In caso di pubblicazione di testamento olografo in busta chiusa e sigillata contente la nomina del Notaio ad esecutore testamentario dietro compenso, si discute se l’art. 28, 3° comma, Legge Notarile disciplini solo l’attività del Notaio che si concretizza in un regolamento negoziale o disciplini anche le cd. funzioni notarili secondarie, tra cui la pubblicazione di testamento olografo.
Poiché la questione è ancora dibattuta e il Consiglio Nazionale del Notariato ha cambiato spesso posizione al riguardo, la scelta viene sempre rimessa alla sensibilità del Notaio.

Divisione dell’esecutore testamentario

Ai sensi dell’art. 706 codice civile, il testatore può espressamente attribuire all’esecutore testamentario, quando non è né erede né legatario, il potere di effettuare la divisione, sentiti prima gli eredi.

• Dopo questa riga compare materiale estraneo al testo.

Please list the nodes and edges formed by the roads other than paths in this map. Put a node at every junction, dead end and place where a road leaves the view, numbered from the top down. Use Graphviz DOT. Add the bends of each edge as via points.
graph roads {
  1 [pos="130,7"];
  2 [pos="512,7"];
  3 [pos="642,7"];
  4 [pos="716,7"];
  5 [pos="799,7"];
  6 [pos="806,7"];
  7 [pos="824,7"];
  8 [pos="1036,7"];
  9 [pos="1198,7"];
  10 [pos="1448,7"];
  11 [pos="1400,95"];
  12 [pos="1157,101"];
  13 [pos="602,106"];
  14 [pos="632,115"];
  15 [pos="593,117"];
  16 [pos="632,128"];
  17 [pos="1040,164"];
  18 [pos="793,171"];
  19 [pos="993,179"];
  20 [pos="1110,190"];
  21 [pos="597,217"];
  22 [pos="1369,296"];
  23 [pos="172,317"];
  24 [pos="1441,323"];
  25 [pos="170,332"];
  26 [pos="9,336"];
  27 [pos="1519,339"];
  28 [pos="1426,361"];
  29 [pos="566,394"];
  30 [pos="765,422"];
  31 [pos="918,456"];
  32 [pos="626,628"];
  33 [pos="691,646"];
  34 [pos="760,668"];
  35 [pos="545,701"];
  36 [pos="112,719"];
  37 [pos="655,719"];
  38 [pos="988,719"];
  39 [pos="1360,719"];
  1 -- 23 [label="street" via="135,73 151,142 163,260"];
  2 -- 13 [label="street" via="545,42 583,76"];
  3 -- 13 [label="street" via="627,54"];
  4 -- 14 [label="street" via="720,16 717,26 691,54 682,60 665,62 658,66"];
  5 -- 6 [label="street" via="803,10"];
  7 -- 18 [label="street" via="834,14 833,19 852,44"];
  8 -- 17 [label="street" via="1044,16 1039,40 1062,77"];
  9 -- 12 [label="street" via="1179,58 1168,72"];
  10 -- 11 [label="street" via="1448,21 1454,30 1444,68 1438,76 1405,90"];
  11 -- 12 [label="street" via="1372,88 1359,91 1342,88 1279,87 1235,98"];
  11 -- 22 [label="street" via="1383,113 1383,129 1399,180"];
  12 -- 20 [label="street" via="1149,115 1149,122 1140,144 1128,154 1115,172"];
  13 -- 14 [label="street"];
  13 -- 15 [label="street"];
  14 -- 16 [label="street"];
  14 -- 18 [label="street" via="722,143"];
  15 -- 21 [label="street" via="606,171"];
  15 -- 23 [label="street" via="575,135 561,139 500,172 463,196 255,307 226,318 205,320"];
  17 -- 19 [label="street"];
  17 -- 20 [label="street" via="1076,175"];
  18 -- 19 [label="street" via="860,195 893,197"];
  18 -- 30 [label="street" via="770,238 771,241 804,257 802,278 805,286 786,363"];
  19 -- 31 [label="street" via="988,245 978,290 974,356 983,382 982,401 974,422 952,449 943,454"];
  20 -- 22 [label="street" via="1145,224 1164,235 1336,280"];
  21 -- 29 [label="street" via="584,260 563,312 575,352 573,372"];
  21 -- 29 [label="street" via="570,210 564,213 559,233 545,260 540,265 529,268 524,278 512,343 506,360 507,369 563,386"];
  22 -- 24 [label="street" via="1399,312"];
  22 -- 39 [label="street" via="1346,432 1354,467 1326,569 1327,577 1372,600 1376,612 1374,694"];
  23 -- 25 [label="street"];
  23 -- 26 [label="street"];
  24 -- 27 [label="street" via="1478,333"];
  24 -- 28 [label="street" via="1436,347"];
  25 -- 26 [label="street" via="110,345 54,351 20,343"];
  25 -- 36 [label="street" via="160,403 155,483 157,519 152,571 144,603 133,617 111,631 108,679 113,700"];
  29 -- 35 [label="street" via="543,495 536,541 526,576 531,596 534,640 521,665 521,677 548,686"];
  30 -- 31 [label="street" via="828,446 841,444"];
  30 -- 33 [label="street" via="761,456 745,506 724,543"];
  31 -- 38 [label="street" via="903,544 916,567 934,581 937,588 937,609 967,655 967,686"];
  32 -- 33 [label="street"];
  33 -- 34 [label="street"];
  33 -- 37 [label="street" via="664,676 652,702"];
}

La divisione deve avvenire nelle seguenti modalità:
– Effettuazione della stima dei beni ereditari;
– Proposizione del progetto di divisione;
– Interpello degli eredi;
– Formazione delle porzioni spettanti a ciascun condividente;
– Attribuzione dei beni ereditari.

In dottrina ci si è posti il problema se l’art. 706 codice civile fosse un duplicato dell’art. 733 codice civile.
Sembra prevalere la tesi negativa, in quanto ai sensi dell’art. 706 codice civile l’esecutore non si limita a proporre un progetto di divisione, ma effettua egli stesso la ripartizione dei beni ed è lui che si reca dal Notaio, non gli eredi. Inoltre, tale divisione ha efficacia reale.
Nell’ipotesi di cui all’art. 733 codice civile, il testatore prevede, invece, che venga predisposto un progetto di divisione e siano poi gli eredi a recarsi dal Notaio.

Inoltre, ci si è chiesto se gli eredi potessero prevenire l’attività dell’esecutore.
Secondo una parte della dottrina, tra cui Mengoni, gli eredi non possono prevenire l’attività dell’esecutore, il quale assume un ruolo da arbitratore e pertanto la volontà dello stesso risulta insindacabile. Gli eredi, quindi, non possono dividersi i beni prima.

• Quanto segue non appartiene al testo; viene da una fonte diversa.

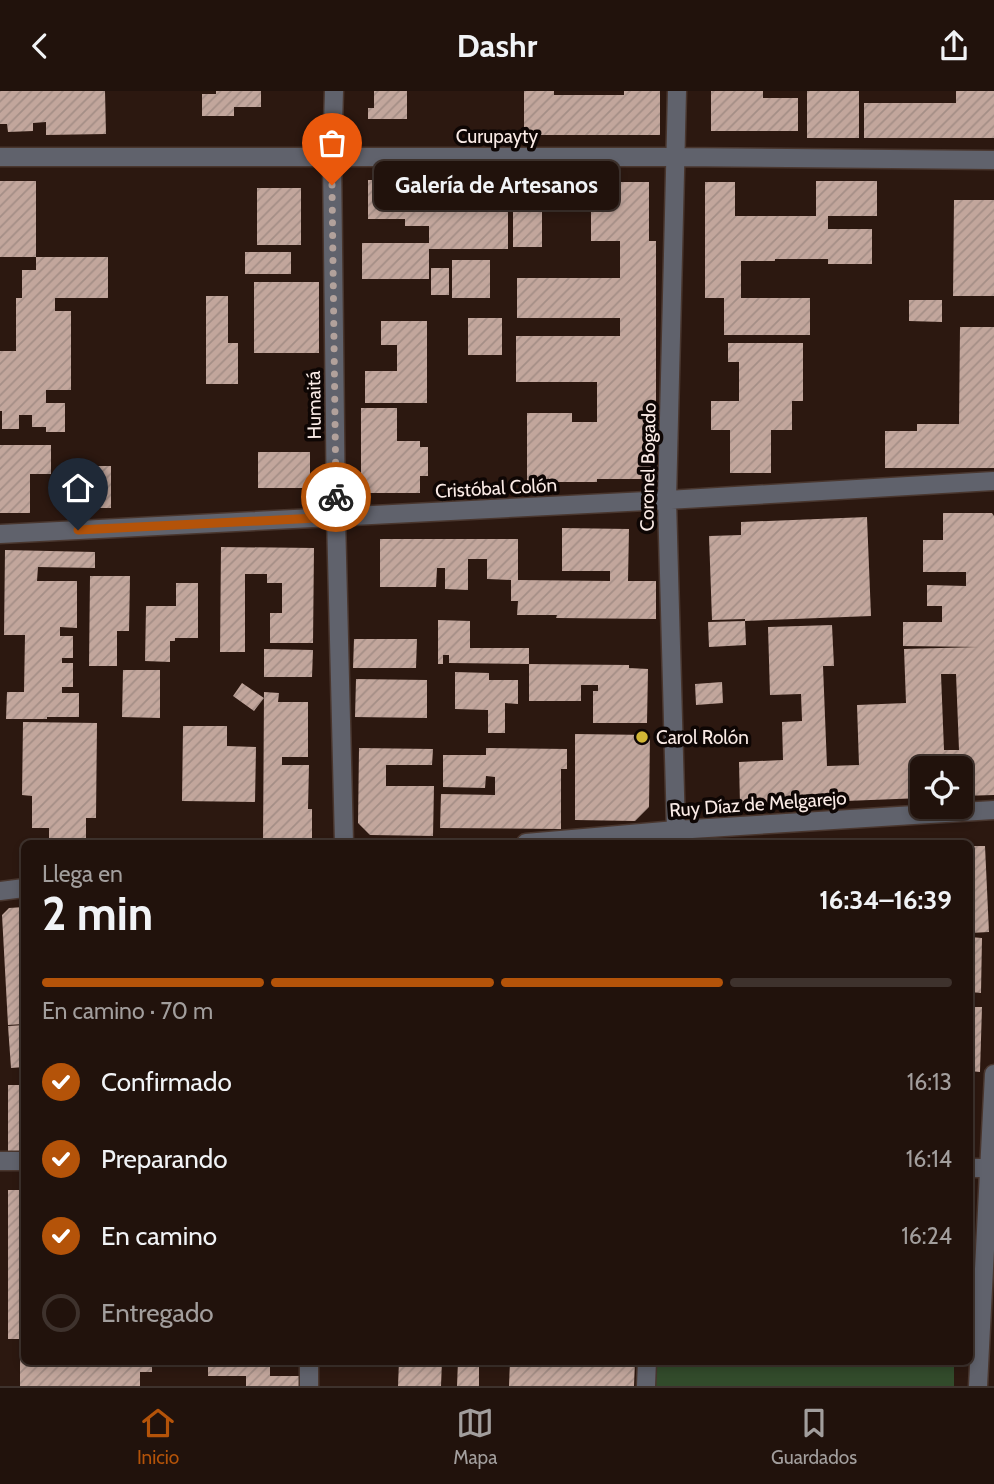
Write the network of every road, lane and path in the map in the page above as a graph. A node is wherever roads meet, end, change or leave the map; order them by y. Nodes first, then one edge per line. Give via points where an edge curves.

Altra parte della dottrina, tra cui Talmanca, che sembra essere quella prevalente, sostiene che solo i coeredi sono titolari dell’interesse sostanziale della divisione e, quindi, la funzione di esecutore presuppone il disaccordo con gli stessi, venendo meno qualora gli eredi decidano di procedere loro stessi alla divisione. Tale possibilità non può essere loro preclusa e, pertanto, si può verificare una sorta di “corsa alla divisione” tra gli eredi e l’esecutore.